Livingston, in propping up the cinch Premiership with a mere one point from their five games, ought to have been there for the taking for Postecoglou’s side.
Yet, what Celtic’s previous five losses from their six encounters on the road has demonstrated, is that they can be got-at – by seemingly any and all opponents that face them within their own environs. There was much praise for their attacking intent in the midweek 4-3 Europea League defeat in Seville to Real Betis – much of it dished out from the Celtic manager himself. Yet overlooked in that was that the tie marked the first time Betis had scored four times in a game since December 2019 – with that quartet claimed against a team from the Spanish third division in a cup tie.
Certainly, the need to constantly reshape his line-up hasn’t helped Postecoglou develop a rhythm within all facets of his side, and there was disjointedness once more with the four changes from midweek.

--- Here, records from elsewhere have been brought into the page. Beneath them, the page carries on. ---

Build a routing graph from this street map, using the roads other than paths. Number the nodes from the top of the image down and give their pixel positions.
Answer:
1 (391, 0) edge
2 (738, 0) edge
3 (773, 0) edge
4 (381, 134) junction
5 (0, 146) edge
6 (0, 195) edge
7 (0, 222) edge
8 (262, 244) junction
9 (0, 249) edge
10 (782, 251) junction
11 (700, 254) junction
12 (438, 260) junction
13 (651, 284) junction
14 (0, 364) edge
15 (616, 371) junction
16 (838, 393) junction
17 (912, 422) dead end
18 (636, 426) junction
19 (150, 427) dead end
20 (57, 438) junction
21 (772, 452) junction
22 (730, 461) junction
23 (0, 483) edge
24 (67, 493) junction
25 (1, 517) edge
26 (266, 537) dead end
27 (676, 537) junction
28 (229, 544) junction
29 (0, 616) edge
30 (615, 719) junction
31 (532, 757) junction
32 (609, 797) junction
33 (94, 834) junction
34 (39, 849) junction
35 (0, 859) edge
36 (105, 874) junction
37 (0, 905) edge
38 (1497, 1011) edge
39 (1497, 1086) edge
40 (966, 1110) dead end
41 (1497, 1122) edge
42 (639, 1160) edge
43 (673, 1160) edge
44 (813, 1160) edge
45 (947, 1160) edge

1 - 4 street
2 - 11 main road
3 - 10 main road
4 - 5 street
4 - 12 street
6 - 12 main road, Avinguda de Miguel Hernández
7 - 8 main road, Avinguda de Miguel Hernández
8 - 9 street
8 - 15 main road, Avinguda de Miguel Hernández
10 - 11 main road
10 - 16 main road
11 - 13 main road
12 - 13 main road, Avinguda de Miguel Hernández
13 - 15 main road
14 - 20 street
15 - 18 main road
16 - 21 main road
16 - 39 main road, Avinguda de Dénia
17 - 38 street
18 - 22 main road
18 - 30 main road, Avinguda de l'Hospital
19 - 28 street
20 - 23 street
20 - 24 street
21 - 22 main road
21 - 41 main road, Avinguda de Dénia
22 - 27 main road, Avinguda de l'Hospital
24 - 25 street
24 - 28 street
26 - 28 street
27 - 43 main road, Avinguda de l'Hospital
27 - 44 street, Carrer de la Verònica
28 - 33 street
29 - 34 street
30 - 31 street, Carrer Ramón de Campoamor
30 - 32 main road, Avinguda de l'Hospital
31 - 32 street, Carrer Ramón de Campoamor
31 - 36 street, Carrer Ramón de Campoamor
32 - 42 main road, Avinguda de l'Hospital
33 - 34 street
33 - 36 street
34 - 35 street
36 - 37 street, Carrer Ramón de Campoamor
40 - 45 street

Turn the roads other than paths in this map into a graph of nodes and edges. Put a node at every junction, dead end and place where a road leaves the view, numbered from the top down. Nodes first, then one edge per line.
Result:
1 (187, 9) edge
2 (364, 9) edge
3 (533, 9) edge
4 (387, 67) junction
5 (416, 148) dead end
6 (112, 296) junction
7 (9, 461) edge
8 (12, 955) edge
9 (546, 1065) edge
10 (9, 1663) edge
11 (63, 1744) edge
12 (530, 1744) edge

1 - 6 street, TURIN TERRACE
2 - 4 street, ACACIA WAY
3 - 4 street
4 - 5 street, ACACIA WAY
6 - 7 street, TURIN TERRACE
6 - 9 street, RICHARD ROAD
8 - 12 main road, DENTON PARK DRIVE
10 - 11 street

The appearance of Boli Bolingoli at left-back in the absence of Greg Taylor was an unexpected call from the Australian, and a bold one. No-one expected the Belgian to be seen again in Celtic colours following his unauthorised covid-regulation breaching trip to Spain that was the initial destabilising of 10-chasing season that utterly came asunder. Football often mocks such absolutes. Bolingoli will be flogged, no doubt, after failing to show up particularly well, but the issues for Celtic over their latest shortcomings were universal – as Postecoglou seemed painfully aware afterwards.
A first start for James McCarthy was less surprising with Callum McGregor still unavailable through injury, but it proved a shock just how much the Republic of Ireland midfielder was unable to exert an influence on proceedings beyond spraying passes inaccurately. There were so many inept displays in the Celtic ranks, as Livingston centre-backs Jack Fitzwater and Ayo Obileye dealt with everything that came there with distinction and Shinnie shone for his endeavours.
As a result, the two clubs at Almondvale find themselves meeting each other travelling in different directions. Many felt that this was shaping up as a season too far for Martindale and his men, but with that first win they were able to climb from 12th to ninth, and have reaffirmed their capacity for producing results out of the ordinary.
Meanwhile, the grand talk about Celtic being a club on the way up under a new manager whose fresh impetus was supposed to make them lethal and dazzling has taken the most severe dunt. Even on the back of the Europa League loss one Celtic blogger was lauding Postecoglou for giving him his “pride” back in his team. The display served up at Livingston was the sort that caused such fans to adopt a desperate prejudice against Neil Lennon. Whatever the summer upheaval that faced Postecoglou, the season is now two months old, and yet it seems for every step forward, Celtic are capable of taking two back.
Livingston: Stryjek; Devlin, Fitzwater, Obileye, Longridge (Forrest 65), McMillan (Bailey 60): Williamson (Pittman 60), Holt, Penrice, Lewis; Shinnie. Subs: Barden, Montano, Kelly, Anderson, Bailey, Forrest.
Celtic: Hart; Juranovic, Carter-Vickers, Welsh (Bitton 72), Bolingoli; Rogic (Johnston 72), McCarthy (Soro 72), Turnbull; Abada, Ajeti, Jota. Subs: Bain, Scales, Bitton, Soro, Montgomery, Ralston.